Images are to be excluded, and the rest of the data repeated exactly.

--- START ---

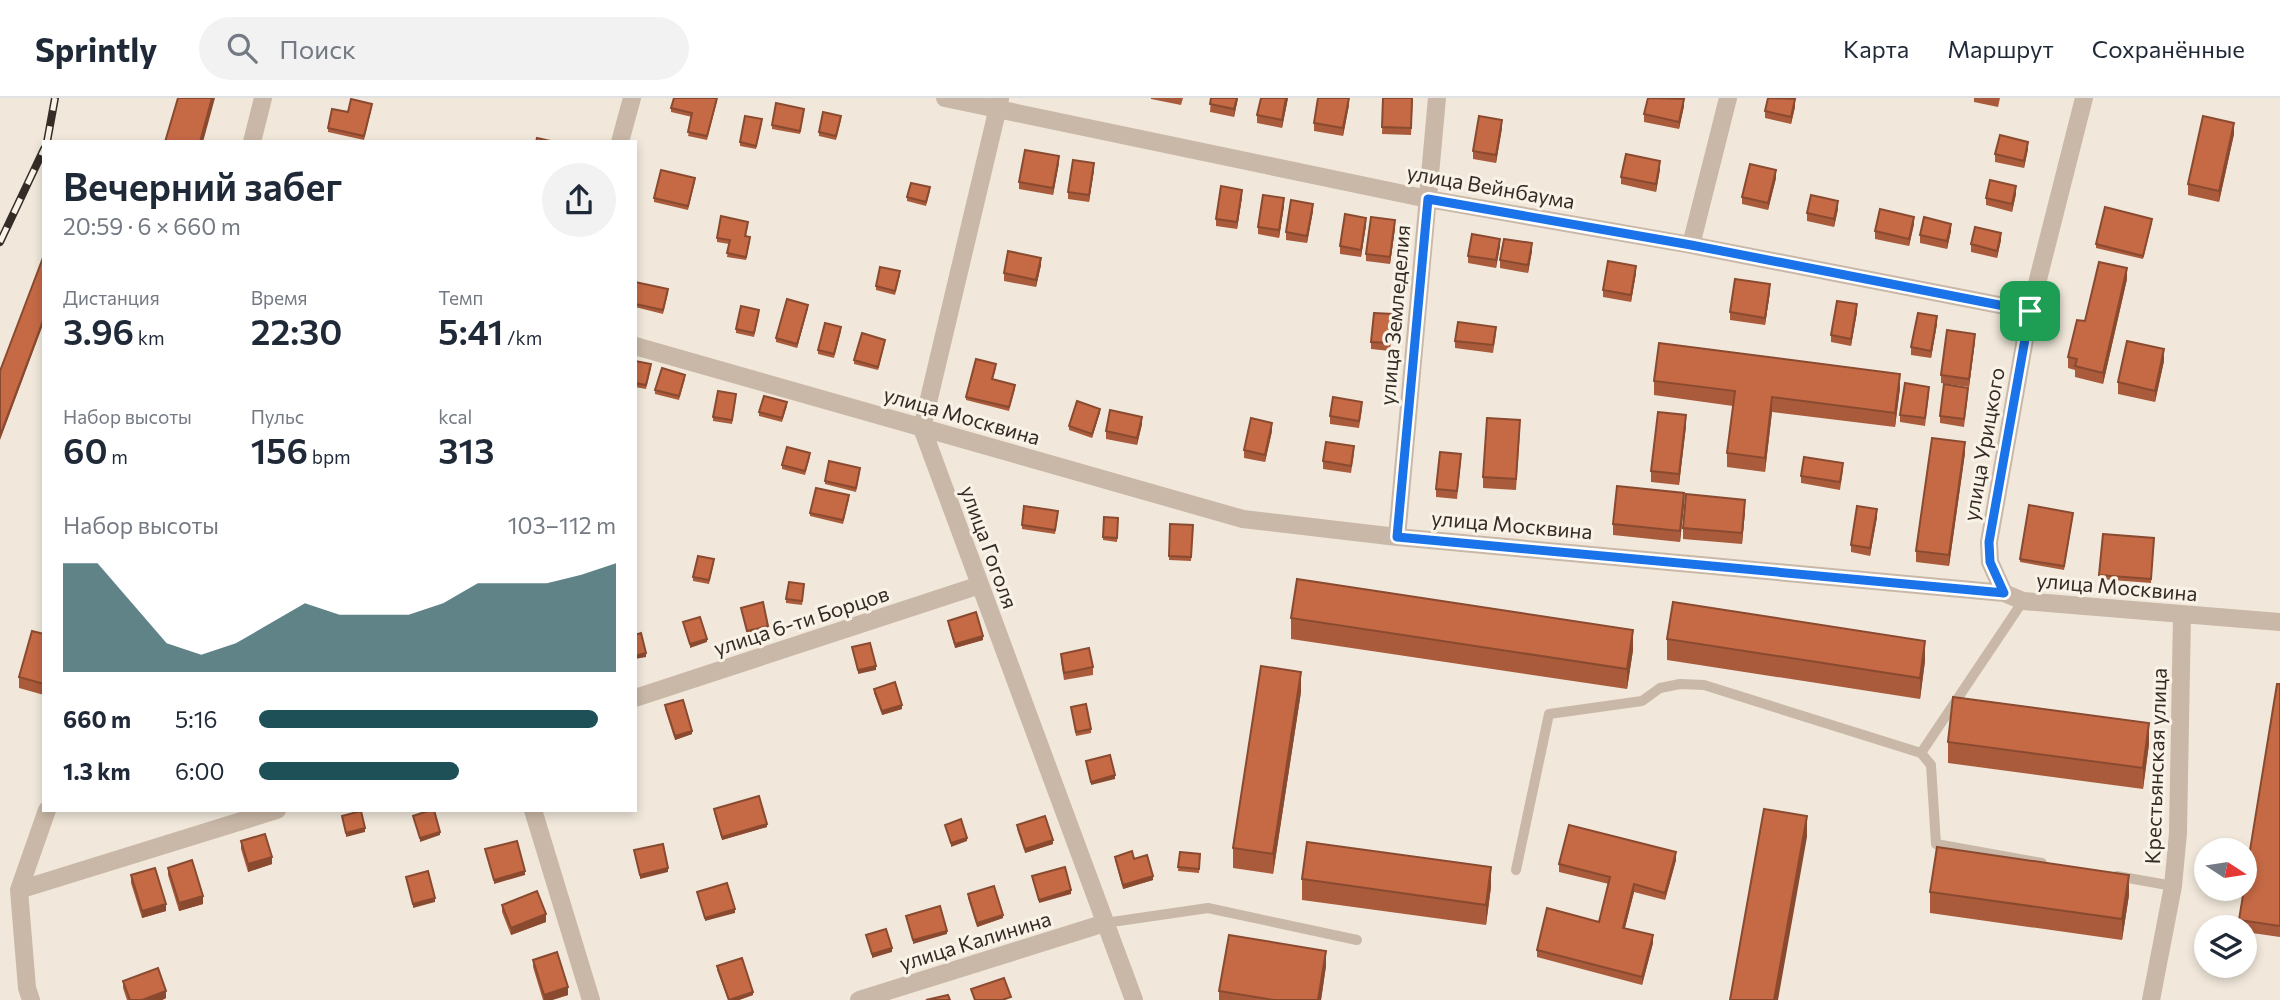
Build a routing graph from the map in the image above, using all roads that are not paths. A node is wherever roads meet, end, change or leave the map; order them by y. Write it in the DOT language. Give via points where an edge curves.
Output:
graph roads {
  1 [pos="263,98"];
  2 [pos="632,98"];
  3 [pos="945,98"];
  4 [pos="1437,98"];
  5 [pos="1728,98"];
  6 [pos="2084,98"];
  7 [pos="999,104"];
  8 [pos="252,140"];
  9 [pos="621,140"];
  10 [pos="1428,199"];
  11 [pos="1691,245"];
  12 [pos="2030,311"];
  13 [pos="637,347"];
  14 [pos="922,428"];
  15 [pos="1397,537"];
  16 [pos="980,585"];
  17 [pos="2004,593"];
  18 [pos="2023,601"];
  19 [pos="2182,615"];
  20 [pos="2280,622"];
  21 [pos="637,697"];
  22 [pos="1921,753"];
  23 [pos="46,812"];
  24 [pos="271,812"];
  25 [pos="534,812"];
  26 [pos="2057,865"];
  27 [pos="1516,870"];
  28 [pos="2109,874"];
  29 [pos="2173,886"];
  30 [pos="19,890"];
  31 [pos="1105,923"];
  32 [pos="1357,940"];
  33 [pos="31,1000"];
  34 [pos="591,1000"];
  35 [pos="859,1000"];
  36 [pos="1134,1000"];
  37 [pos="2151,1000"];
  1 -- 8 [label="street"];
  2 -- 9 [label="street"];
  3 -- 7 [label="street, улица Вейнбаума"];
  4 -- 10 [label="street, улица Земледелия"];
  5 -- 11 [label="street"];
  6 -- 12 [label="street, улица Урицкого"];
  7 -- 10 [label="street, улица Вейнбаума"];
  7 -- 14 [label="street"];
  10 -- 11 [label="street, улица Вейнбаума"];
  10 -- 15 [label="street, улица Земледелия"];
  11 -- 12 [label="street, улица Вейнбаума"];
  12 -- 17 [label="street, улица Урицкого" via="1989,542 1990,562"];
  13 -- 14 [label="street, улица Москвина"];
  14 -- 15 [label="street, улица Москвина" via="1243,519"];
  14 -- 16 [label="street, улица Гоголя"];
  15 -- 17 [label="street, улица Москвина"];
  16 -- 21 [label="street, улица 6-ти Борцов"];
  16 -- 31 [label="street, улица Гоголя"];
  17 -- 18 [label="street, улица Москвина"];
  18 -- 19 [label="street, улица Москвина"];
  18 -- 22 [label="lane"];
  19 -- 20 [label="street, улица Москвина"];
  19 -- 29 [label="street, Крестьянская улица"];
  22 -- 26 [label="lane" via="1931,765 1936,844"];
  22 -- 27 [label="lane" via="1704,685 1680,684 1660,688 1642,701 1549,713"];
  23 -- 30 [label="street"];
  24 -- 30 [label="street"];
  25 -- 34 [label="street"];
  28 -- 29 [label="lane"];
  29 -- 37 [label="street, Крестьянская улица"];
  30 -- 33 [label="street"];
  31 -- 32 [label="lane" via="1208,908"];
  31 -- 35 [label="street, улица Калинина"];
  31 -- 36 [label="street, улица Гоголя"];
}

--- END ---

[WRITTEN RESPONSE]:
Build a routing graph from the map in the image above, using all roads that are not paths. A node is wherever roads meet, end, change or leave the map; order them by y. Write it in the DOT language. Give via points where an edge curves.
Output:
graph roads {
  1 [pos="263,98"];
  2 [pos="632,98"];
  3 [pos="945,98"];
  4 [pos="1437,98"];
  5 [pos="1728,98"];
  6 [pos="2084,98"];
  7 [pos="999,104"];
  8 [pos="252,140"];
  9 [pos="621,140"];
  10 [pos="1428,199"];
  11 [pos="1691,245"];
  12 [pos="2030,311"];
  13 [pos="637,347"];
  14 [pos="922,428"];
  15 [pos="1397,537"];
  16 [pos="980,585"];
  17 [pos="2004,593"];
  18 [pos="2023,601"];
  19 [pos="2182,615"];
  20 [pos="2280,622"];
  21 [pos="637,697"];
  22 [pos="1921,753"];
  23 [pos="46,812"];
  24 [pos="271,812"];
  25 [pos="534,812"];
  26 [pos="2057,865"];
  27 [pos="1516,870"];
  28 [pos="2109,874"];
  29 [pos="2173,886"];
  30 [pos="19,890"];
  31 [pos="1105,923"];
  32 [pos="1357,940"];
  33 [pos="31,1000"];
  34 [pos="591,1000"];
  35 [pos="859,1000"];
  36 [pos="1134,1000"];
  37 [pos="2151,1000"];
  1 -- 8 [label="street"];
  2 -- 9 [label="street"];
  3 -- 7 [label="street, улица Вейнбаума"];
  4 -- 10 [label="street, улица Земледелия"];
  5 -- 11 [label="street"];
  6 -- 12 [label="street, улица Урицкого"];
  7 -- 10 [label="street, улица Вейнбаума"];
  7 -- 14 [label="street"];
  10 -- 11 [label="street, улица Вейнбаума"];
  10 -- 15 [label="street, улица Земледелия"];
  11 -- 12 [label="street, улица Вейнбаума"];
  12 -- 17 [label="street, улица Урицкого" via="1989,542 1990,562"];
  13 -- 14 [label="street, улица Москвина"];
  14 -- 15 [label="street, улица Москвина" via="1243,519"];
  14 -- 16 [label="street, улица Гоголя"];
  15 -- 17 [label="street, улица Москвина"];
  16 -- 21 [label="street, улица 6-ти Борцов"];
  16 -- 31 [label="street, улица Гоголя"];
  17 -- 18 [label="street, улица Москвина"];
  18 -- 19 [label="street, улица Москвина"];
  18 -- 22 [label="lane"];
  19 -- 20 [label="street, улица Москвина"];
  19 -- 29 [label="street, Крестьянская улица"];
  22 -- 26 [label="lane" via="1931,765 1936,844"];
  22 -- 27 [label="lane" via="1704,685 1680,684 1660,688 1642,701 1549,713"];
  23 -- 30 [label="street"];
  24 -- 30 [label="street"];
  25 -- 34 [label="street"];
  28 -- 29 [label="lane"];
  29 -- 37 [label="street, Крестьянская улица"];
  30 -- 33 [label="street"];
  31 -- 32 [label="lane" via="1208,908"];
  31 -- 35 [label="street, улица Калинина"];
  31 -- 36 [label="street, улица Гоголя"];
}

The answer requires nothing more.